The Yellow LocoRoco, as seen on the game's cover, has become a mascot for the PSP system.

Sales of LocoRoco were not strong in Japan, with just more than 30,000 copies sold the first week, and about 170,000 in total sales for the year. The game was more successful in Europe and North America, prompting Sony to start development of additional titles.

Aggregate scores
| Aggregator | Score |
|---|---|
| GameRankings | 85% |
| Metacritic | 83/100 |

Review scores
| Publication | Score |
|---|---|
| 1Up.com | B+ |
| Eurogamer | 9/10 |
| Famitsu | 34/40 |
| GamePro | 3/5 |
| GameSpot | 7.7/10 |
| GameSpy | 3.5/5 |
| IGN | 9/10 |
| PALGN | 8/10 |
| Pocket Gamer | 4.5/5 |
| X-Play | 4/5 |

==Sequels==
LocoRoco Cocoreccho is a LocoRoco program for the PlayStation 3, released in September 2007 as a downloadable title through the PlayStation Store. It is described by Sony as an "interactive screensaver," rather than a game. Instead of tilting the world, the game instead puts the player in control of a butterfly that will draw LocoRoco to it, guiding them to sleeping LocoRoco to wake them up and collect enough LocoRoco to progress to other parts of the single stage.

LocoRoco 2, a sequel to the original LocoRoco, was officially announced at the 2008 Tokyo Game Show though Phil Harrison, Sony's worldwide studios chief, revealed the game to be in development during an interview at the 2007 D.I.C.E. Summit.

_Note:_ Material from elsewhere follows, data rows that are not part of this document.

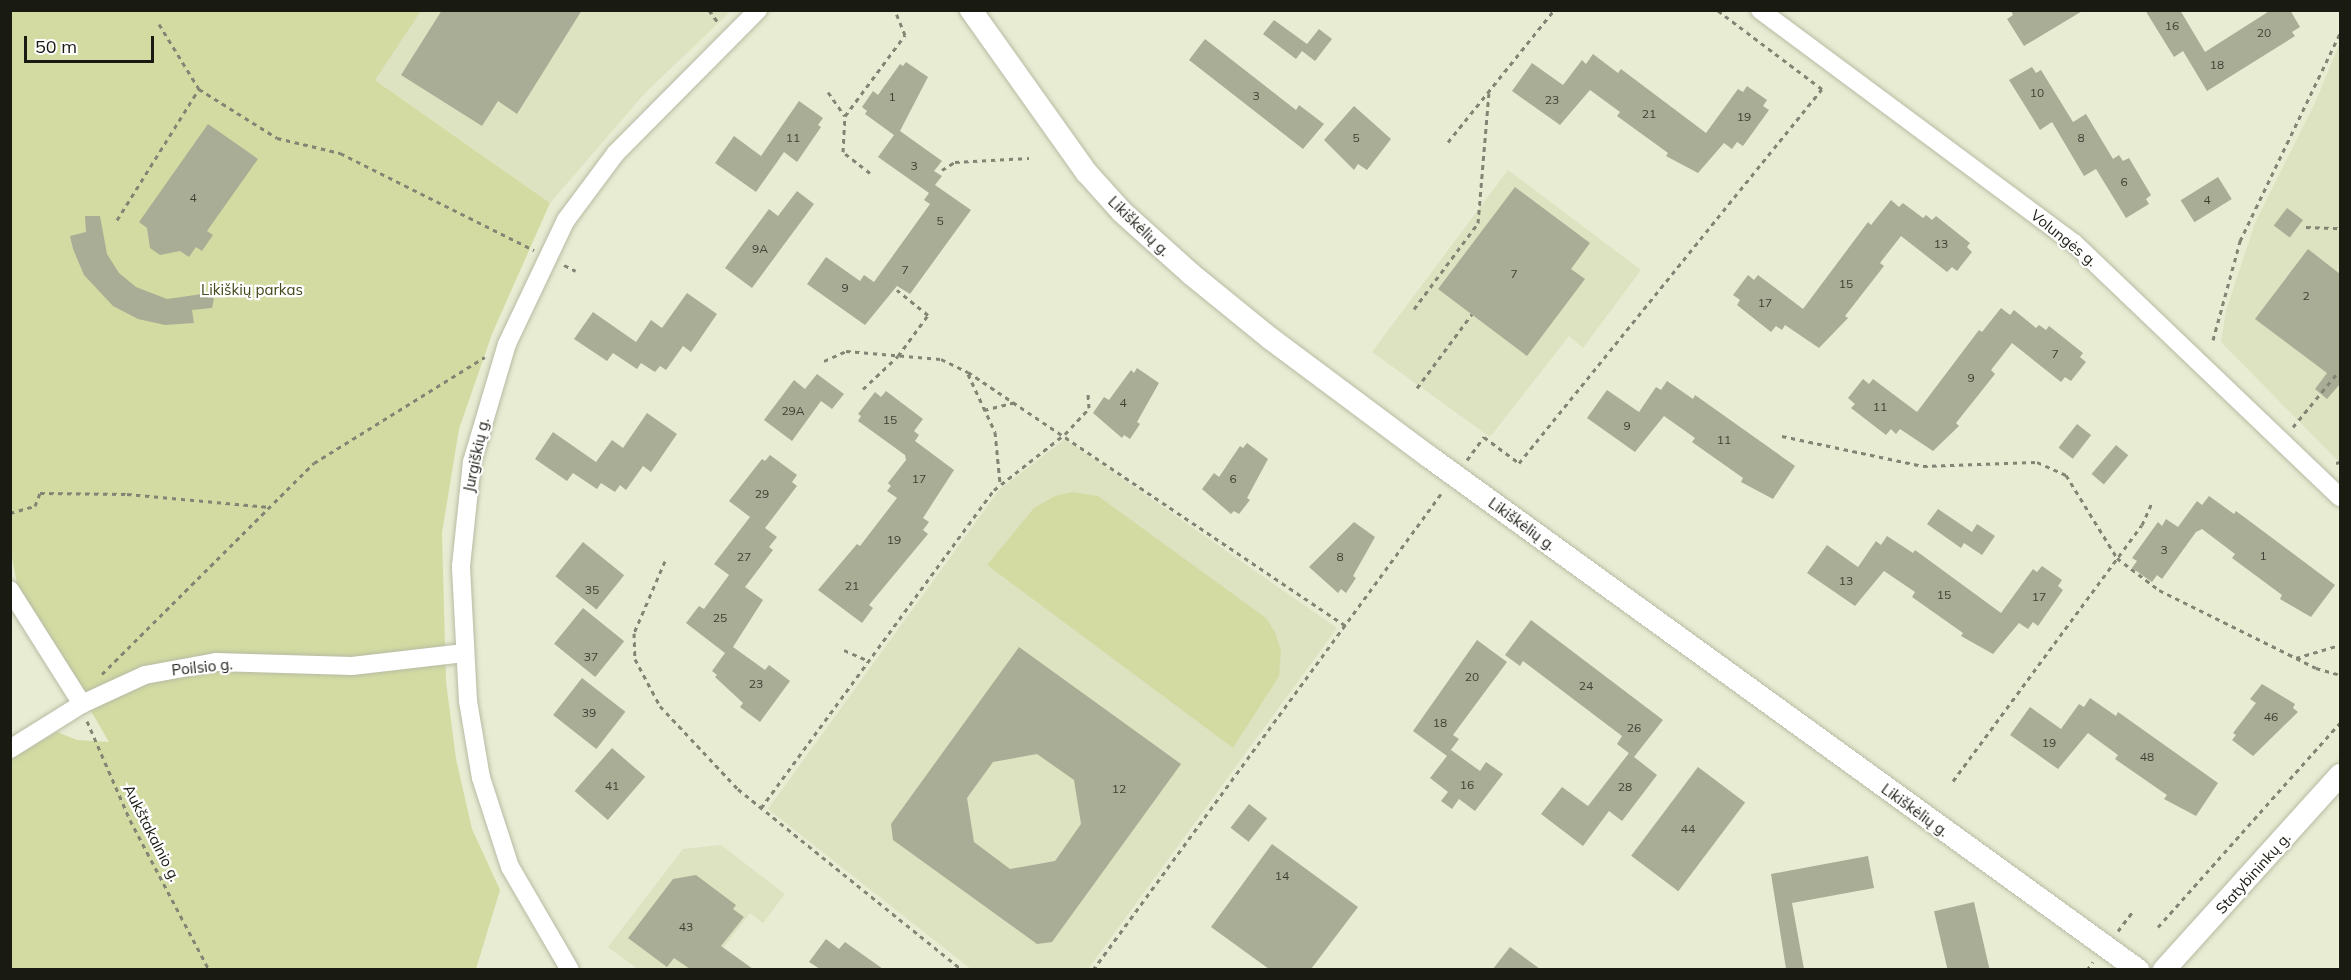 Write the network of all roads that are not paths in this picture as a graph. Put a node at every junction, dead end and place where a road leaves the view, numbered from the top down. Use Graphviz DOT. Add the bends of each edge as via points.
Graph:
graph roads {
  1 [pos="758,10"];
  2 [pos="971,10"];
  3 [pos="1760,10"];
  4 [pos="2340,497"];
  5 [pos="10,590"];
  6 [pos="464,653"];
  7 [pos="82,704"];
  8 [pos="10,749"];
  9 [pos="2340,775"];
  10 [pos="570,969"];
  11 [pos="2138,969"];
  12 [pos="2164,969"];
  1 -- 6 [label="street, Jurgiškių g." via="616,153 566,220 546,256 507,344 485,412 465,509 461,566"];
  2 -- 11 [label="street, Likiškėlių g." via="1059,137 1122,212 1271,339"];
  3 -- 4 [label="street, Volungės g." via="2074,243"];
  5 -- 7 [label="street"];
  6 -- 7 [label="street, Poilsio g." via="352,666 216,662 145,675"];
  6 -- 10 [label="street, Jurgiškių g." via="468,701 492,822 510,867"];
  7 -- 8 [label="street, Poilsio g."];
  9 -- 12 [label="street, Statybininkų g."];
} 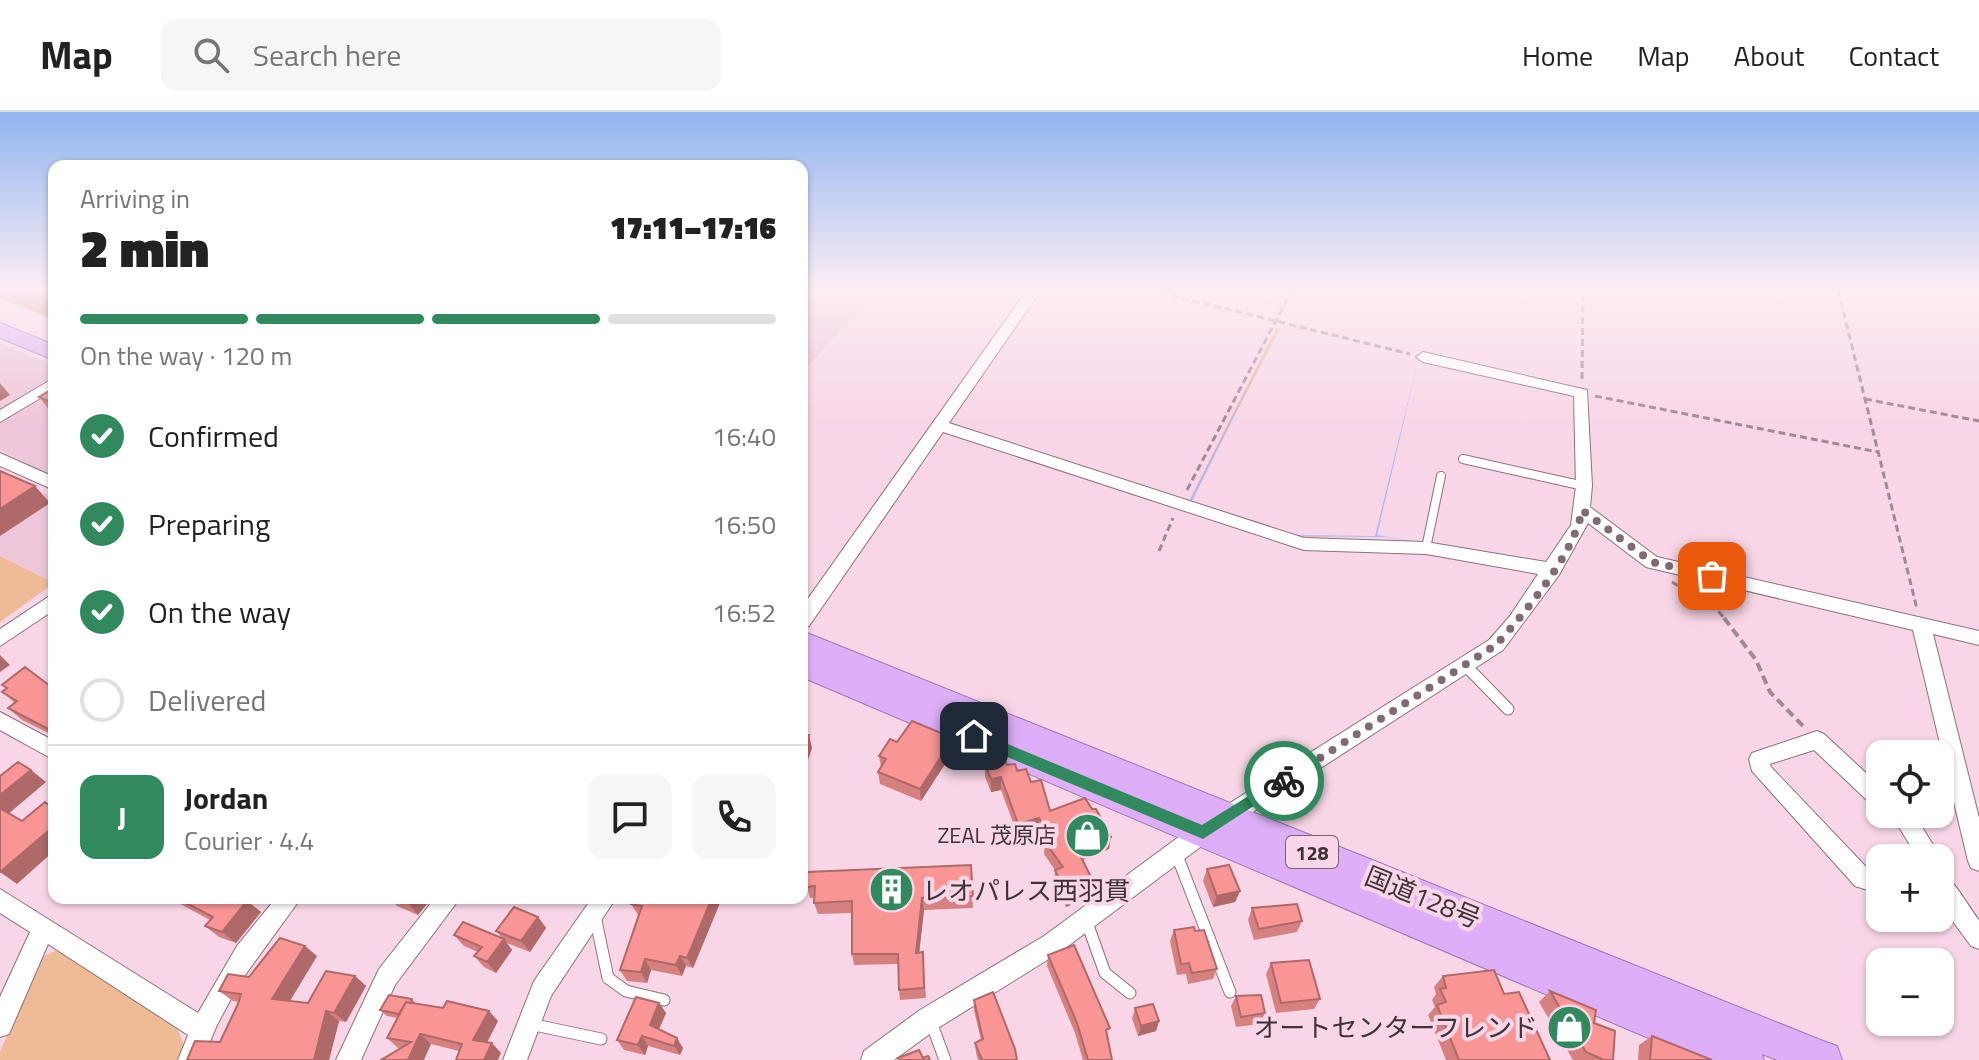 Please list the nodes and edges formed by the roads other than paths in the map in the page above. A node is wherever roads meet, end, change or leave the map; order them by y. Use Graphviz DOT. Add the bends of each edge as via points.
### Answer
graph roads {
  1 [pos="10,334"];
  2 [pos="1003,334"];
  3 [pos="48,350"];
  4 [pos="1423,357"];
  5 [pos="48,387"];
  6 [pos="0,417"];
  7 [pos="939,425"];
  8 [pos="0,459"];
  9 [pos="1463,459"];
  10 [pos="1441,476"];
  11 [pos="48,481"];
  12 [pos="1584,486"];
  13 [pos="1582,510"];
  14 [pos="1426,548"];
  15 [pos="1553,570"];
  16 [pos="48,605"];
  17 [pos="808,612"];
  18 [pos="1921,625"];
  19 [pos="1979,638"];
  20 [pos="0,639"];
  21 [pos="808,646"];
  22 [pos="1466,666"];
  23 [pos="808,667"];
  24 [pos="1508,709"];
  25 [pos="0,720"];
  26 [pos="48,748"];
  27 [pos="1866,785"];
  28 [pos="1202,834"];
  29 [pos="1979,861"];
  30 [pos="1866,880"];
  31 [pos="0,900"];
  32 [pos="285,904"];
  33 [pos="444,904"];
  34 [pos="600,906"];
  35 [pos="1954,907"];
  36 [pos="1085,919"];
  37 [pos="43,928"];
  38 [pos="1979,938"];
  39 [pos="1230,992"];
  40 [pos="1130,993"];
  41 [pos="664,1000"];
  42 [pos="929,1019"];
  43 [pos="528,1024"];
  44 [pos="0,1025"];
  45 [pos="201,1029"];
  46 [pos="601,1039"];
  47 [pos="190,1060"];
  48 [pos="348,1060"];
  49 [pos="515,1060"];
  50 [pos="873,1060"];
  51 [pos="945,1060"];
  52 [pos="1745,1060"];
  53 [pos="1823,1060"];
  1 -- 3 [label="highway"];
  2 -- 7 [label="street"];
  4 -- 12 [label="street" via="1582,393"];
  5 -- 6 [label="street"];
  7 -- 14 [label="street" via="1304,544"];
  7 -- 17 [label="street"];
  8 -- 11 [label="street"];
  9 -- 12 [label="lane"];
  10 -- 14 [label="lane"];
  12 -- 13 [label="street"];
  13 -- 15 [label="street" via="1579,526"];
  13 -- 18 [label="street" via="1652,562"];
  14 -- 15 [label="street"];
  15 -- 22 [label="street" via="1496,645"];
  16 -- 20 [label="street"];
  18 -- 19 [label="street"];
  18 -- 29 [label="street"];
  21 -- 28 [label="highway, 国道128号 / 128"];
  22 -- 24 [label="lane"];
  22 -- 28 [label="street"];
  23 -- 28 [label="highway, 国道128号 / 128"];
  25 -- 26 [label="street"];
  27 -- 30 [label="street" via="1817,740 1763,757 1759,767"];
  28 -- 36 [label="street"];
  28 -- 39 [label="lane"];
  28 -- 52 [label="highway, 国道128号 / 128"];
  28 -- 53 [label="highway, 国道128号 / 128"];
  31 -- 37 [label="street"];
  32 -- 45 [label="street" via="244,958"];
  33 -- 48 [label="street" via="387,977"];
  34 -- 41 [label="lane" via="607,979 617,989"];
  34 -- 43 [label="street" via="542,989"];
  35 -- 38 [label="street"];
  36 -- 40 [label="lane" via="1106,974"];
  36 -- 42 [label="street"];
  37 -- 44 [label="street"];
  37 -- 45 [label="street"];
  42 -- 50 [label="street"];
  42 -- 51 [label="lane"];
  43 -- 46 [label="lane"];
  43 -- 49 [label="street"];
  45 -- 47 [label="street"];
}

The game was released worldwide between late 2008 and early 2009.

A third PSP LocoRoco game, LocoRoco Midnight Carnival, is a Halloween-themed spin-off title which features an enhanced bounce skill called "Boing!" The game was digitally released on October 29, 2009, for North American and European areas, and on November 1, 2009, in Japan for the launch of the PSP Go. There are also LocoRoco costumes for LittleBigPlanet.

LocoRocos appear in the 2024 PlayStation 5 game Astro Bot, having their own themed level called Going Loco in the game's fourth area and a remixed theme song that plays in it as well with the main bot who leads Astro to the level after the boss being the Yellow LocoRoco and the bots that can be rescued in the level being the other five LocoRocos from the first game. They also assist Astro in the game's finale with the rest of the PlayStation Armada against Nebulax.